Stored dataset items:
+--

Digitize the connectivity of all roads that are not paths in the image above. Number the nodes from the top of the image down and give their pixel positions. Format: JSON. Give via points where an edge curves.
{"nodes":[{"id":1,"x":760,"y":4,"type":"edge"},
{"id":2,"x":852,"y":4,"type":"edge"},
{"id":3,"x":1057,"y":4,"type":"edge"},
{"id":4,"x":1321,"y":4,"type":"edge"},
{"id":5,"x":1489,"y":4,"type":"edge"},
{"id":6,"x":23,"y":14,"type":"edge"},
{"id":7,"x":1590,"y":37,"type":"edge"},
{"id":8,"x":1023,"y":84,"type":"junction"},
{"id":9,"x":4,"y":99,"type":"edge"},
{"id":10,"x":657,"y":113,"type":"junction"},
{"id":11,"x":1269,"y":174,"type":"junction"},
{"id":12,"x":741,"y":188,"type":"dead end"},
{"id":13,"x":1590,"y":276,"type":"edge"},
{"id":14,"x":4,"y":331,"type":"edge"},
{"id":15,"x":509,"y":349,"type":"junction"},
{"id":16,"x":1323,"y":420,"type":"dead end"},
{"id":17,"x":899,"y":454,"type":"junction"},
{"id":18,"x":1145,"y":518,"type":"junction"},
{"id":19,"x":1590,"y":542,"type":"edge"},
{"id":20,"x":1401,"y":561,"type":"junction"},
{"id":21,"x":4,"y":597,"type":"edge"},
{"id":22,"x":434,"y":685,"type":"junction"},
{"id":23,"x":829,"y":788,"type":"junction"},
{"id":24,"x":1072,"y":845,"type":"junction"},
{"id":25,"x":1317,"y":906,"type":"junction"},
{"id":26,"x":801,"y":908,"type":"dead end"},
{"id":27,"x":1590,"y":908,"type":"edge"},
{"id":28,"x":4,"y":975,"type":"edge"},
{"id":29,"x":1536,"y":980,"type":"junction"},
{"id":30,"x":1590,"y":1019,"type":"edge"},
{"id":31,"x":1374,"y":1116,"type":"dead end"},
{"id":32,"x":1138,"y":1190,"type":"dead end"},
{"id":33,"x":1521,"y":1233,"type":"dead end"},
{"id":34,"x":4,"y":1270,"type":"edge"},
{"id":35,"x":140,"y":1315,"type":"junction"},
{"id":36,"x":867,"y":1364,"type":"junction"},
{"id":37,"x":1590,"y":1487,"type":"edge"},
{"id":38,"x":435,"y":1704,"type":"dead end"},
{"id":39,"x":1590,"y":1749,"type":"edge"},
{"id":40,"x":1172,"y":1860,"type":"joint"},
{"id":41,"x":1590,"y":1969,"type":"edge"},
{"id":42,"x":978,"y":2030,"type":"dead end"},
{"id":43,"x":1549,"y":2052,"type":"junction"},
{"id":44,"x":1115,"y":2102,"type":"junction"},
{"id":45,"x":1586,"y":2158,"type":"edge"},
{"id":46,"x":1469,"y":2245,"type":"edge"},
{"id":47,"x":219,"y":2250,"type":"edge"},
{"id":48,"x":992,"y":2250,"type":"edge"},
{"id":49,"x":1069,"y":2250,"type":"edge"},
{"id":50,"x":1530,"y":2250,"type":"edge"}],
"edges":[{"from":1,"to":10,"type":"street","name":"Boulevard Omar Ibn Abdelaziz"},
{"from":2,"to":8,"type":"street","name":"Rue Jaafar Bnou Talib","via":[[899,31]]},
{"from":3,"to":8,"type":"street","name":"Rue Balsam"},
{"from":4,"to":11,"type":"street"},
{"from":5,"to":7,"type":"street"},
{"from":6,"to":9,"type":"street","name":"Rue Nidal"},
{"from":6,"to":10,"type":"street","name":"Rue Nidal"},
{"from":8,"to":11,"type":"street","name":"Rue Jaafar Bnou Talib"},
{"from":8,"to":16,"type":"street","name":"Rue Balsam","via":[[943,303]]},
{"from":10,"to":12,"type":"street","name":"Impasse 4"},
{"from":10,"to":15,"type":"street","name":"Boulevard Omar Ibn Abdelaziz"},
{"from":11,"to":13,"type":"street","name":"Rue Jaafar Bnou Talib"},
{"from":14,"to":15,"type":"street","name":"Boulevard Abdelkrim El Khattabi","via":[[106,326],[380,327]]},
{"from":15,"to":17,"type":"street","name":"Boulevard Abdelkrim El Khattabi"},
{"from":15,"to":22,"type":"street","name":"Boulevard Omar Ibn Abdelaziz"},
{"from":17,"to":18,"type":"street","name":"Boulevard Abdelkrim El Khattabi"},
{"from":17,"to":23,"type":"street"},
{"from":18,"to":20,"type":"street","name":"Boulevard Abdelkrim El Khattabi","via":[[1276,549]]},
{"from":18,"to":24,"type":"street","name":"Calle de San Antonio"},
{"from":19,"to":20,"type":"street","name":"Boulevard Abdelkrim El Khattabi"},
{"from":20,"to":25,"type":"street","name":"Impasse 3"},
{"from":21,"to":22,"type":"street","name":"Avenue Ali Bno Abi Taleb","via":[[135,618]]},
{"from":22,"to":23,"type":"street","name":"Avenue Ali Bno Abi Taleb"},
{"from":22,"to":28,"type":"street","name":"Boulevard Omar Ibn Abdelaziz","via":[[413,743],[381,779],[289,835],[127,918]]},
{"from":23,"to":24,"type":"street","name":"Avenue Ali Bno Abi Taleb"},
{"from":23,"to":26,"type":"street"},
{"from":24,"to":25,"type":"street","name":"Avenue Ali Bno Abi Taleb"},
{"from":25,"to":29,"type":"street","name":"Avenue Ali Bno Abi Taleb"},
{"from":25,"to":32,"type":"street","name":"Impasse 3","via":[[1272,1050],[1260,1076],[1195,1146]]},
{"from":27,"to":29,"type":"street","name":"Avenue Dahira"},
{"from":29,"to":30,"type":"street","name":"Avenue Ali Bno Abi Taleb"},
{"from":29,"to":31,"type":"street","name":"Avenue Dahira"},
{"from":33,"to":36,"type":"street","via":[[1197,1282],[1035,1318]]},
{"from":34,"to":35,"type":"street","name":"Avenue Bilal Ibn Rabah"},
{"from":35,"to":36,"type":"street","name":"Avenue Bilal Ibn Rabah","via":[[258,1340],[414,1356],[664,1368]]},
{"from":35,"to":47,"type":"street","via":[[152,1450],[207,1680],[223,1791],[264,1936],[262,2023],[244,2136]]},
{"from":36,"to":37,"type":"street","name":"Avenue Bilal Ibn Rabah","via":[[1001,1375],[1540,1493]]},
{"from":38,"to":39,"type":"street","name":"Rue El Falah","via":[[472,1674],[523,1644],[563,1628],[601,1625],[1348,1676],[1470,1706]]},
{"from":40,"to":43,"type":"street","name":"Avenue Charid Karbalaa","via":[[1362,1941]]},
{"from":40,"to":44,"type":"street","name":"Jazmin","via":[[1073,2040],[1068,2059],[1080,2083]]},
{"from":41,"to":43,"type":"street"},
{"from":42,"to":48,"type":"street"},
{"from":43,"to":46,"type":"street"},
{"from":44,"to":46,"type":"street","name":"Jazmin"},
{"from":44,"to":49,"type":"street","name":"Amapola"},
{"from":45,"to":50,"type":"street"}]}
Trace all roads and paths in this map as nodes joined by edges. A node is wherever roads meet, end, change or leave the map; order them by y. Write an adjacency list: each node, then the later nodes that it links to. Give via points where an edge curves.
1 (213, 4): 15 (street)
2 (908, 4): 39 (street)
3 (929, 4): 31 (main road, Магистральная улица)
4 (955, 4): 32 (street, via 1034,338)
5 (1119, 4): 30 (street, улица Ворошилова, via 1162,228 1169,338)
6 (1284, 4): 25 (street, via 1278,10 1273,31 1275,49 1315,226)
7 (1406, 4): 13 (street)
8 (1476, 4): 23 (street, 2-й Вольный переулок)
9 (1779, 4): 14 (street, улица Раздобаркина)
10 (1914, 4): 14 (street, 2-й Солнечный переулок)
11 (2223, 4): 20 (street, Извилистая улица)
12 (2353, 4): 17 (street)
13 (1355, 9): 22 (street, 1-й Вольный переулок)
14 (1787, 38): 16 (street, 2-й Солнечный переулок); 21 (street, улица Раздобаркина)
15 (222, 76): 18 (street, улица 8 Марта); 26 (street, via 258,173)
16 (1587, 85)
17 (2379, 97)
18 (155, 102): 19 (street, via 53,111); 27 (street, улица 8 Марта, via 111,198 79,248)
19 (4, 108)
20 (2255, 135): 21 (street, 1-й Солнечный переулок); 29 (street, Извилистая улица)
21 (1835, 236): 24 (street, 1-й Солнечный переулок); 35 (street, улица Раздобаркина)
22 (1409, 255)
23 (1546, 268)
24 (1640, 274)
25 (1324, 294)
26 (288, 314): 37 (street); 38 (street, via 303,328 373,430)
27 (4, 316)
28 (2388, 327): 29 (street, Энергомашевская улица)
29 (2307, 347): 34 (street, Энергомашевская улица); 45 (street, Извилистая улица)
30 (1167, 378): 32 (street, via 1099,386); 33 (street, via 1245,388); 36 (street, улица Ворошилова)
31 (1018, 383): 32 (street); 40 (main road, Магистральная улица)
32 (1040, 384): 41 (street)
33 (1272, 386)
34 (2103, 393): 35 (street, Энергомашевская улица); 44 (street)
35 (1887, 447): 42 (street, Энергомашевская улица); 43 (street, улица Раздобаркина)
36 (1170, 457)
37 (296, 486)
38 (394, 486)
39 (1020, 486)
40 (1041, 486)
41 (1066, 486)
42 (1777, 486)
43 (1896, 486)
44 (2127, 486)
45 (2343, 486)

+--

■ **Your assignment**: Scan the entries for lines holding the string "that", then copy every one of them.

■ **Exercise response**:
Digitize the connectivity of all roads that are not paths in the image above. Number the nodes from the top of the image down and give their pixel positions. Format: JSON. Give via points where an edge curves.
Trace all roads and paths in this map as nodes joined by edges. A node is wherever roads meet, end, change or leave the map; order them by y. Write an adjacency list: each node, then the later nodes that it links to. Give via points where an edge curves.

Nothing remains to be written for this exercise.